Notes are seldom taken on what is said during the brilliant discussions that take place in the National Press Club's taproom.

The reason no formal record is kept is that most of the participants are journalists, not reporters. A journalist carries a passport and airlines credit cards. A reporter carriers pencil and paper, also nickels and dimes with which he can call the office.

I had pencil and paper but couldn't take notes because the bartender and set out a bowl of peanuts and a bowl of pretzels. Both my hands were busy.

However, I can remember most of what was said. A reporter for a Midwest newspaper complained about the Carter administration's errors. "The worst ones," he said, "were energy and inflation. As soon as OPEC was formed as a cartel of oil buyers. But we blew that opportunity, and by the time Carter took over, there was only one ploy left. He should have organized a cartel of food exporting nations. But he didn't do it."
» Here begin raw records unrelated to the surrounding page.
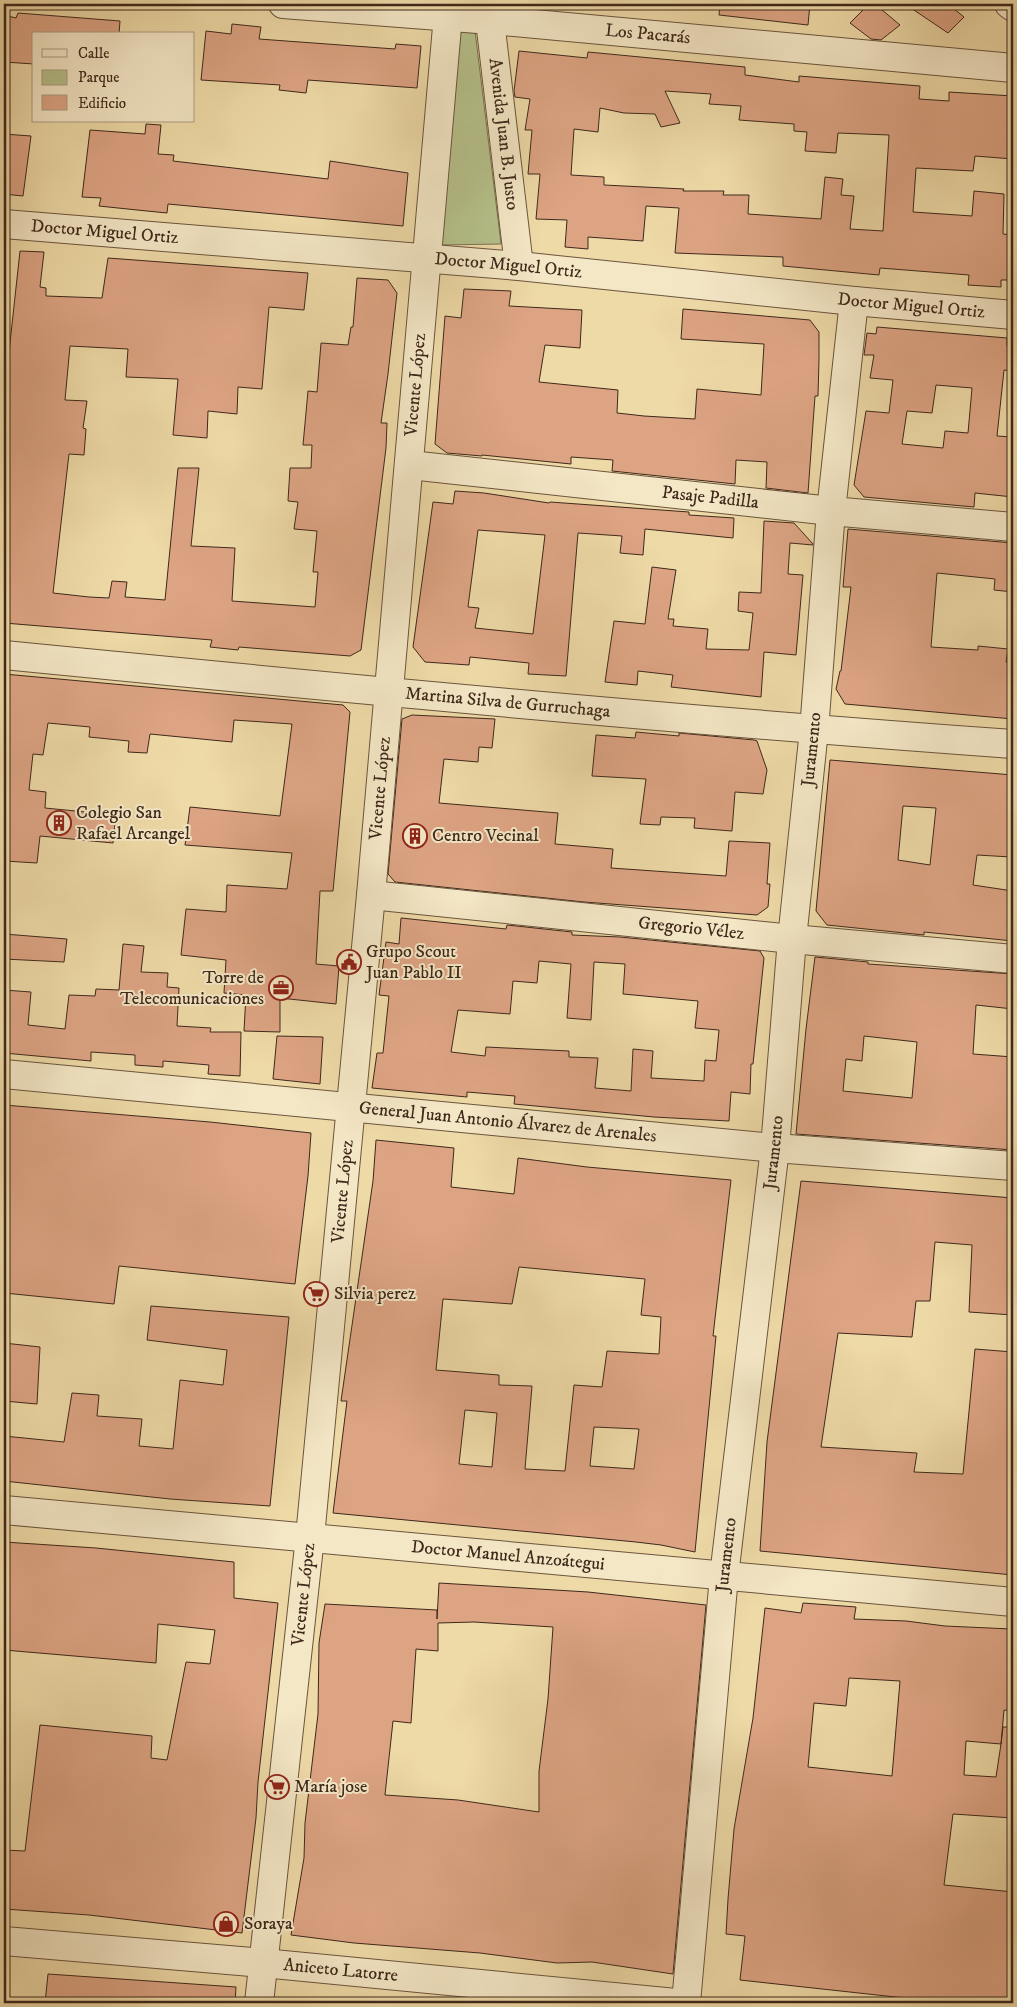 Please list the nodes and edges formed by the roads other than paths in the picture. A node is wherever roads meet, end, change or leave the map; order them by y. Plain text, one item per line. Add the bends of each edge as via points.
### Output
1 (283, 4) edge
2 (1009, 4) edge
3 (1013, 7) edge
4 (448, 10) edge
5 (489, 12) edge
6 (1013, 68) edge
7 (4, 224) edge
8 (426, 259) junction
9 (519, 266) junction
10 (854, 301) junction
11 (1013, 315) edge
12 (410, 465) junction
13 (831, 511) junction
14 (1013, 527) edge
15 (4, 655) edge
16 (388, 693) junction
17 (814, 730) junction
18 (1013, 744) edge
19 (371, 895) junction
20 (792, 939) junction
21 (1013, 959) edge
22 (4, 1074) edge
23 (351, 1108) junction
24 (775, 1148) junction
25 (1013, 1166) edge
26 (4, 1510) edge
27 (310, 1538) junction
28 (724, 1576) junction
29 (1013, 1602) edge
30 (4, 1941) edge
31 (263, 1963) junction
32 (259, 2003) edge
33 (676, 2003) edge
34 (686, 2003) edge

1 - 4 street, Los Pacarás
2 - 3 street
4 - 5 street, Los Pacarás
4 - 8 street
5 - 6 street, Los Pacarás
5 - 9 street, Avenida Juan B. Justo
7 - 8 street, Doctor Miguel Ortiz
8 - 9 street, Doctor Miguel Ortiz
8 - 12 street, Vicente López
9 - 10 street, Doctor Miguel Ortiz
10 - 11 street, Doctor Miguel Ortiz
10 - 13 street, Juramento
12 - 13 street, Pasaje Padilla
12 - 16 street, Vicente López
13 - 14 street, Pasaje Padilla
13 - 17 street, Juramento
15 - 16 street, Martina Silva de Gurruchaga
16 - 17 street, Martina Silva de Gurruchaga
16 - 19 street, Vicente López
17 - 18 street, Martina Silva de Gurruchaga
17 - 20 street, Juramento
19 - 20 street, Gregorio Vélez
19 - 23 street, Vicente López
20 - 21 street, Gregorio Vélez
20 - 24 street, Juramento
22 - 23 street, General Juan Antonio Álvarez de Arenales
23 - 24 street, General Juan Antonio Álvarez de Arenales
23 - 27 street, Vicente López
24 - 25 street, General Juan Antonio Álvarez de Arenales
24 - 28 street, Juramento
26 - 27 street, Doctor Manuel Anzoátegui
27 - 28 street, Doctor Manuel Anzoátegui
27 - 31 street, Vicente López
28 - 29 street, Doctor Manuel Anzoátegui
28 - 34 street, Juramento
30 - 31 street, Aniceto Latorre
31 - 32 street, Vicente López
31 - 33 street, Aniceto Latorre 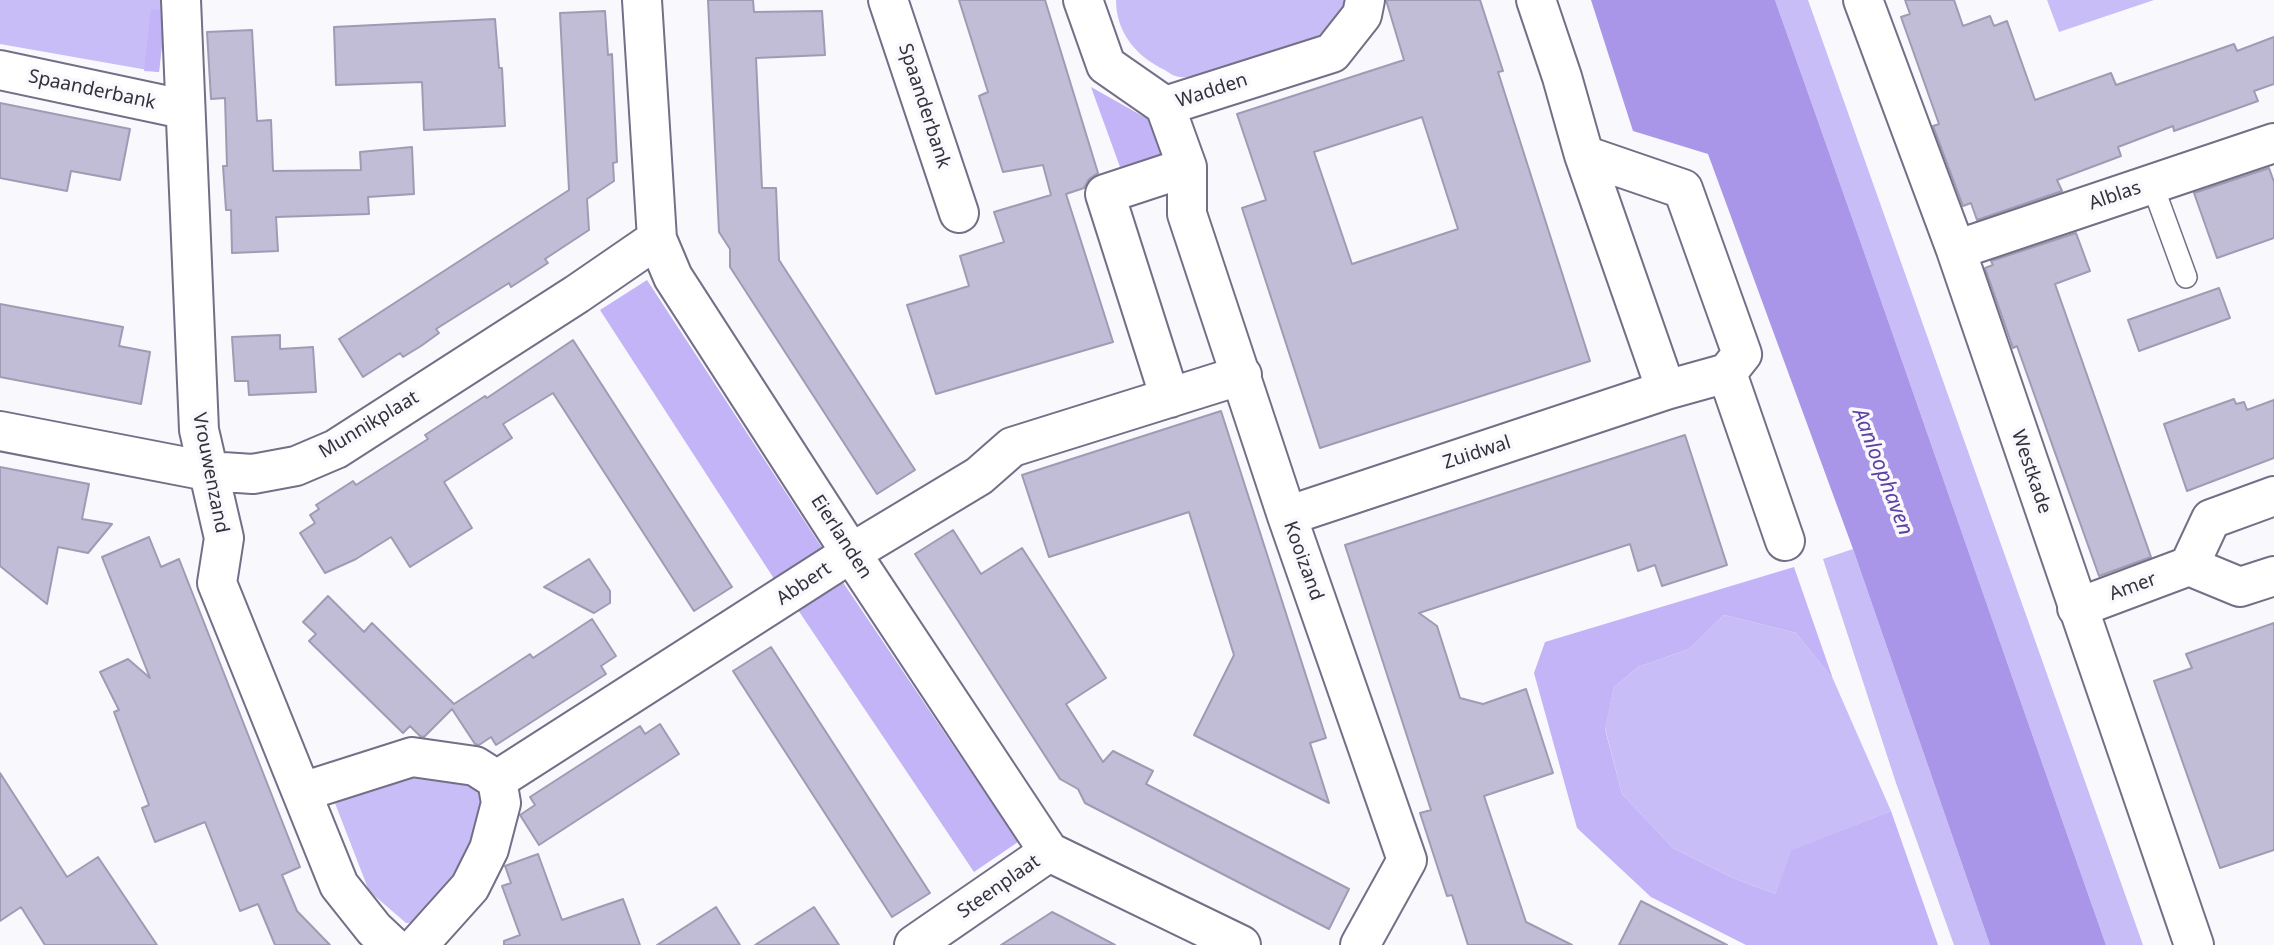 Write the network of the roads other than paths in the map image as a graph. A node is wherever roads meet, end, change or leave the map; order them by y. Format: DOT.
graph roads {
  1 [pos="181,0"];
  2 [pos="194,0"];
  3 [pos="642,0"];
  4 [pos="888,0"];
  5 [pos="1083,0"];
  6 [pos="1365,0"];
  7 [pos="1536,0"];
  8 [pos="1863,0"];
  9 [pos="0,70"];
  10 [pos="1165,106"];
  11 [pos="183,109"];
  12 [pos="2274,143"];
  13 [pos="1584,155"];
  14 [pos="1187,167"];
  15 [pos="2152,184"];
  16 [pos="959,213"];
  17 [pos="657,239"];
  18 [pos="1956,250"];
  19 [pos="2186,277"];
  20 [pos="1727,373"];
  21 [pos="1242,375"];
  22 [pos="1666,390"];
  23 [pos="1170,398"];
  24 [pos="0,431"];
  25 [pos="207,471"];
  26 [pos="2274,496"];
  27 [pos="1287,516"];
  28 [pos="1786,541"];
  29 [pos="851,553"];
  30 [pos="2189,566"];
  31 [pos="2274,576"];
  32 [pos="2077,608"];
  33 [pos="497,780"];
  34 [pos="302,792"];
  35 [pos="1049,852"];
  36 [pos="391,945"];
  37 [pos="418,945"];
  38 [pos="914,945"];
  39 [pos="1241,945"];
  40 [pos="1360,945"];
  41 [pos="2194,945"];
  1 -- 2 [label="street"];
  1 -- 11 [label="street, Vrouwenzand"];
  3 -- 17 [label="street, Eierlanden"];
  4 -- 16 [label="street, Spaanderbank"];
  5 -- 10 [label="street, Wadden"];
  6 -- 10 [label="street, Wadden"];
  7 -- 13 [label="street"];
  8 -- 18 [label="street, Westkade"];
  9 -- 11 [label="street, Spaanderbank"];
  10 -- 14 [label="street, Kooizand"];
  11 -- 25 [label="street, Vrouwenzand"];
  12 -- 15 [label="street, Alblas"];
  13 -- 20 [label="street"];
  13 -- 22 [label="street"];
  14 -- 21 [label="street, Kooizand"];
  14 -- 23 [label="street"];
  15 -- 18 [label="street, Alblas"];
  15 -- 19 [label="lane"];
  17 -- 25 [label="street, Munnikplaat"];
  17 -- 29 [label="street, Eierlanden"];
  18 -- 32 [label="street, Westkade"];
  20 -- 22 [label="street, Zuidwal"];
  20 -- 28 [label="street"];
  21 -- 23 [label="street, Abbert"];
  21 -- 27 [label="street, Kooizand"];
  22 -- 27 [label="street, Zuidwal"];
  23 -- 29 [label="street, Abbert"];
  24 -- 25 [label="street, Munnikplaat"];
  25 -- 34 [label="street, Vrouwenzand"];
  26 -- 30 [label="street"];
  27 -- 40 [label="street, Kooizand"];
  29 -- 33 [label="street, Abbert"];
  29 -- 35 [label="street, Eierlanden"];
  30 -- 31 [label="street"];
  30 -- 32 [label="street, Amer"];
  32 -- 41 [label="street, Westkade"];
  33 -- 34 [label="street"];
  33 -- 37 [label="street"];
  34 -- 36 [label="street, Vrouwenzand"];
  35 -- 38 [label="street, Steenplaat"];
  35 -- 39 [label="street"];
}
A reporter for a newspaper in a farm state drank deeply from a sudsy potion, somehow managing to shake his head as he drank. "That's been suggested before," he said when he set down his glass, "and it won't work. There are too many alternative foods and food producers, and nobody could ever get them to agree on one unified policy."

The first man was adamant. "They said OPEC would never work because the Arabs have always been jealous and suspicious of each other. The world thought the Arabs would never agree on a unified policy. But they did. And we could, too."

"It was easy for OPEC," came the answer, "because there's no real alternative to oil. When you can't get potatoes, you can eat rice instead. But when you need oil, you need oil."

A reporter for a West Coast newspaper had been silent through this exchange. Now he said, "I kind of like the idea of our forming a cartel for bargaining with their oil cartel. And I think we ought to form another cartel that would jack up the prices of the foods we export. There was a pretty good relationship when wheat was $3.60 a bushel and oil was $3.60 a barrel. But wheat is still $3.60 a bushel while their damn oil has been boosted to more than $20. I think the foodgrowing countries ought to get together and multiply their export prices by five or six. If we did that, we'd strengthen the dollar, help the farmer, and get back some of the money that's been ripped off from us."

"You're being naive" said the man from the farm state. "You know this country is never going to drive a hard bargain with any other nation. Good old Uncle Fud will never do anthing that would lay him open to an accusation of profiteering at the expense of the poor nations of the world. We give the stuff away, or lend people the money to buy it on a dollar-down-and-dollar-when-you catch-me basis. Hard bargaining is considered gauche."

Another man said to the California, "I thought you guys had so much Alaskan oil stacked up that there wasn't any more room in your storage tanks, and you had to sell the surplus to Japan. How come the first place that ran short of gas was California?"

"I don't know," the Californian mused. "That angle of it is being covered by our people out there."

"Listen," the man from the Midwest said, "your comment about our being too noble to profiteer at the expense of the poor reminded me of a line Ted Kennedy used in a commencement speech a few days ago. He ripped into the Carter administration's energy program because it requires poor people to pay a higher percentage of their income for energy than rich people pay. Now what the hell kind of logic is that from a supposedly intelligent man? The poor have always had to pay a higher percentage of their income for everthing they buy - from a pair of shoelaces to a loaf of bread."

"If they applauded," the Californian predicted, "he'll use the line again. Kennedy is in an ideal position for a politician. He can criticize everything his own party's president is doing, and everything the other party's presidents have ever done, but inasmuch as he's not running he'll never have to demonstrate that he could have run things any better than they did."

"Johnny," somebody said, "give us another round, please, and this time dig down into the ice and get some cold ones."

We don't settle many issues at the club, but we sure do analyze them.


Smiles, a humor magazine published for the Lawshe Instrument Co., carries this entry:

"Once upon a time movies were rated on how good they were not on who was allowed to see them."